▸ **TASK PROMPT**:
Since the data must remain as supplied, reproduce it word for word.

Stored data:
________________
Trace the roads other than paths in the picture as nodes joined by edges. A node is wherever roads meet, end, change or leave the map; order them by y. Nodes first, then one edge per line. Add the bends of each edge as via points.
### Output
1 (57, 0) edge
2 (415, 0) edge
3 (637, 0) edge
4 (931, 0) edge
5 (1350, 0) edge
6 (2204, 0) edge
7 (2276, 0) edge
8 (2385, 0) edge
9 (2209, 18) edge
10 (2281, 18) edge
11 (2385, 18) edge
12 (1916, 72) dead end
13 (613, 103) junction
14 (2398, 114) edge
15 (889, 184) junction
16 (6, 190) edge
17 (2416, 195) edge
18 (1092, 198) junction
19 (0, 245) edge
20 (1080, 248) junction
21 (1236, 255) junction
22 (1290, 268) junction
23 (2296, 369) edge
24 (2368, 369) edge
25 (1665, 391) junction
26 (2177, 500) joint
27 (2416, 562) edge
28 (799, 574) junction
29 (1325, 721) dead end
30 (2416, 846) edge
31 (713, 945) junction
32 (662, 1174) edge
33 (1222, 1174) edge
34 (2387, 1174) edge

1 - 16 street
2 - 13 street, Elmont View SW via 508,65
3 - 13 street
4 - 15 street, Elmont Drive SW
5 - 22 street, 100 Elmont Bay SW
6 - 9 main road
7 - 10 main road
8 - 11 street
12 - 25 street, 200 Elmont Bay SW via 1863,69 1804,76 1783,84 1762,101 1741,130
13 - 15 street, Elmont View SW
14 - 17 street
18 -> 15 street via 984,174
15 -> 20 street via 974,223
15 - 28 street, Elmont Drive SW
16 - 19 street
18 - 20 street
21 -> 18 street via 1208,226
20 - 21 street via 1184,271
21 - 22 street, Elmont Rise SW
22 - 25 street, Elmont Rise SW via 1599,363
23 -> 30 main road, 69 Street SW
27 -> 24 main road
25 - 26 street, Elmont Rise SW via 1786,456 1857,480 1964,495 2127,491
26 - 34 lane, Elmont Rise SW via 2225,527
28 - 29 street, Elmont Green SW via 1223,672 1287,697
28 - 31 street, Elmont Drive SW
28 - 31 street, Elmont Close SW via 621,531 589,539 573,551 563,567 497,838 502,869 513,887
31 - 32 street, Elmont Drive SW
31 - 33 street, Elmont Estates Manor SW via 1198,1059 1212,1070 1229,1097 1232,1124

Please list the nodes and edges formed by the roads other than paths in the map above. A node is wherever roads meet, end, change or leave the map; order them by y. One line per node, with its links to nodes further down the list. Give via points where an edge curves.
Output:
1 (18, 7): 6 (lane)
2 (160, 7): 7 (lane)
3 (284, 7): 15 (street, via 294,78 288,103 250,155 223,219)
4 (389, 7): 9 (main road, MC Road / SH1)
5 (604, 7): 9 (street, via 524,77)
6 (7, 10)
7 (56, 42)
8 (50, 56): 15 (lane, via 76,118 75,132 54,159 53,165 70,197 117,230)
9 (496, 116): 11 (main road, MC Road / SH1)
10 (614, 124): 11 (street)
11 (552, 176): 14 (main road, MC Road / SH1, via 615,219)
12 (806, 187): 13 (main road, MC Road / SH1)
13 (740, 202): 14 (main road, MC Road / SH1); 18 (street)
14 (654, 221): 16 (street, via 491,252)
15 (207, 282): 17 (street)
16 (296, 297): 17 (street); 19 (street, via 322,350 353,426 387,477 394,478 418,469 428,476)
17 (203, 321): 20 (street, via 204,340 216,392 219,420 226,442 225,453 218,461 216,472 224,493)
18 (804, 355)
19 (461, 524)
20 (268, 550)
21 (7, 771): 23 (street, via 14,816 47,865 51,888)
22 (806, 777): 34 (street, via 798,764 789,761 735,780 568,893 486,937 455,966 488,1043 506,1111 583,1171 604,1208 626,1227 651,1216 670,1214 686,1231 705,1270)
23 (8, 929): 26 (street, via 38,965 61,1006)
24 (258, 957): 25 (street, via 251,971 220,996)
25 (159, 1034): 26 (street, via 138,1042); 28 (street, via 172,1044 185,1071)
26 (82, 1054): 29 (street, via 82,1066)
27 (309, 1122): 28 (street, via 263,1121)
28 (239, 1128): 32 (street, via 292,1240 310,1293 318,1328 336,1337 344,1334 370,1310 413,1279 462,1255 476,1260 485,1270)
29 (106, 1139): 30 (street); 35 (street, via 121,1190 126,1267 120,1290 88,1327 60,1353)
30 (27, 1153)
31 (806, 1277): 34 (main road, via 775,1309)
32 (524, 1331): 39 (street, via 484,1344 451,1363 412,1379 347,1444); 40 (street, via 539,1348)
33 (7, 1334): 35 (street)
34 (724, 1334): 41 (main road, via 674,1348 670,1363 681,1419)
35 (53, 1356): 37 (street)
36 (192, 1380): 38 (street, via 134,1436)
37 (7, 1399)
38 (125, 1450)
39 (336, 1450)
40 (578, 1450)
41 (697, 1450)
________________
▸ **TASK RESULT**:
Trace the roads other than paths in the picture as nodes joined by edges. A node is wherever roads meet, end, change or leave the map; order them by y. Nodes first, then one edge per line. Add the bends of each edge as via points.
### Output
1 (57, 0) edge
2 (415, 0) edge
3 (637, 0) edge
4 (931, 0) edge
5 (1350, 0) edge
6 (2204, 0) edge
7 (2276, 0) edge
8 (2385, 0) edge
9 (2209, 18) edge
10 (2281, 18) edge
11 (2385, 18) edge
12 (1916, 72) dead end
13 (613, 103) junction
14 (2398, 114) edge
15 (889, 184) junction
16 (6, 190) edge
17 (2416, 195) edge
18 (1092, 198) junction
19 (0, 245) edge
20 (1080, 248) junction
21 (1236, 255) junction
22 (1290, 268) junction
23 (2296, 369) edge
24 (2368, 369) edge
25 (1665, 391) junction
26 (2177, 500) joint
27 (2416, 562) edge
28 (799, 574) junction
29 (1325, 721) dead end
30 (2416, 846) edge
31 (713, 945) junction
32 (662, 1174) edge
33 (1222, 1174) edge
34 (2387, 1174) edge

1 - 16 street
2 - 13 street, Elmont View SW via 508,65
3 - 13 street
4 - 15 street, Elmont Drive SW
5 - 22 street, 100 Elmont Bay SW
6 - 9 main road
7 - 10 main road
8 - 11 street
12 - 25 street, 200 Elmont Bay SW via 1863,69 1804,76 1783,84 1762,101 1741,130
13 - 15 street, Elmont View SW
14 - 17 street
18 -> 15 street via 984,174
15 -> 20 street via 974,223
15 - 28 street, Elmont Drive SW
16 - 19 street
18 - 20 street
21 -> 18 street via 1208,226
20 - 21 street via 1184,271
21 - 22 street, Elmont Rise SW
22 - 25 street, Elmont Rise SW via 1599,363
23 -> 30 main road, 69 Street SW
27 -> 24 main road
25 - 26 street, Elmont Rise SW via 1786,456 1857,480 1964,495 2127,491
26 - 34 lane, Elmont Rise SW via 2225,527
28 - 29 street, Elmont Green SW via 1223,672 1287,697
28 - 31 street, Elmont Drive SW
28 - 31 street, Elmont Close SW via 621,531 589,539 573,551 563,567 497,838 502,869 513,887
31 - 32 street, Elmont Drive SW
31 - 33 street, Elmont Estates Manor SW via 1198,1059 1212,1070 1229,1097 1232,1124

Please list the nodes and edges formed by the roads other than paths in the map above. A node is wherever roads meet, end, change or leave the map; order them by y. One line per node, with its links to nodes further down the list. Give via points where an edge curves.
Output:
1 (18, 7): 6 (lane)
2 (160, 7): 7 (lane)
3 (284, 7): 15 (street, via 294,78 288,103 250,155 223,219)
4 (389, 7): 9 (main road, MC Road / SH1)
5 (604, 7): 9 (street, via 524,77)
6 (7, 10)
7 (56, 42)
8 (50, 56): 15 (lane, via 76,118 75,132 54,159 53,165 70,197 117,230)
9 (496, 116): 11 (main road, MC Road / SH1)
10 (614, 124): 11 (street)
11 (552, 176): 14 (main road, MC Road / SH1, via 615,219)
12 (806, 187): 13 (main road, MC Road / SH1)
13 (740, 202): 14 (main road, MC Road / SH1); 18 (street)
14 (654, 221): 16 (street, via 491,252)
15 (207, 282): 17 (street)
16 (296, 297): 17 (street); 19 (street, via 322,350 353,426 387,477 394,478 418,469 428,476)
17 (203, 321): 20 (street, via 204,340 216,392 219,420 226,442 225,453 218,461 216,472 224,493)
18 (804, 355)
19 (461, 524)
20 (268, 550)
21 (7, 771): 23 (street, via 14,816 47,865 51,888)
22 (806, 777): 34 (street, via 798,764 789,761 735,780 568,893 486,937 455,966 488,1043 506,1111 583,1171 604,1208 626,1227 651,1216 670,1214 686,1231 705,1270)
23 (8, 929): 26 (street, via 38,965 61,1006)
24 (258, 957): 25 (street, via 251,971 220,996)
25 (159, 1034): 26 (street, via 138,1042); 28 (street, via 172,1044 185,1071)
26 (82, 1054): 29 (street, via 82,1066)
27 (309, 1122): 28 (street, via 263,1121)
28 (239, 1128): 32 (street, via 292,1240 310,1293 318,1328 336,1337 344,1334 370,1310 413,1279 462,1255 476,1260 485,1270)
29 (106, 1139): 30 (street); 35 (street, via 121,1190 126,1267 120,1290 88,1327 60,1353)
30 (27, 1153)
31 (806, 1277): 34 (main road, via 775,1309)
32 (524, 1331): 39 (street, via 484,1344 451,1363 412,1379 347,1444); 40 (street, via 539,1348)
33 (7, 1334): 35 (street)
34 (724, 1334): 41 (main road, via 674,1348 670,1363 681,1419)
35 (53, 1356): 37 (street)
36 (192, 1380): 38 (street, via 134,1436)
37 (7, 1399)
38 (125, 1450)
39 (336, 1450)
40 (578, 1450)
41 (697, 1450)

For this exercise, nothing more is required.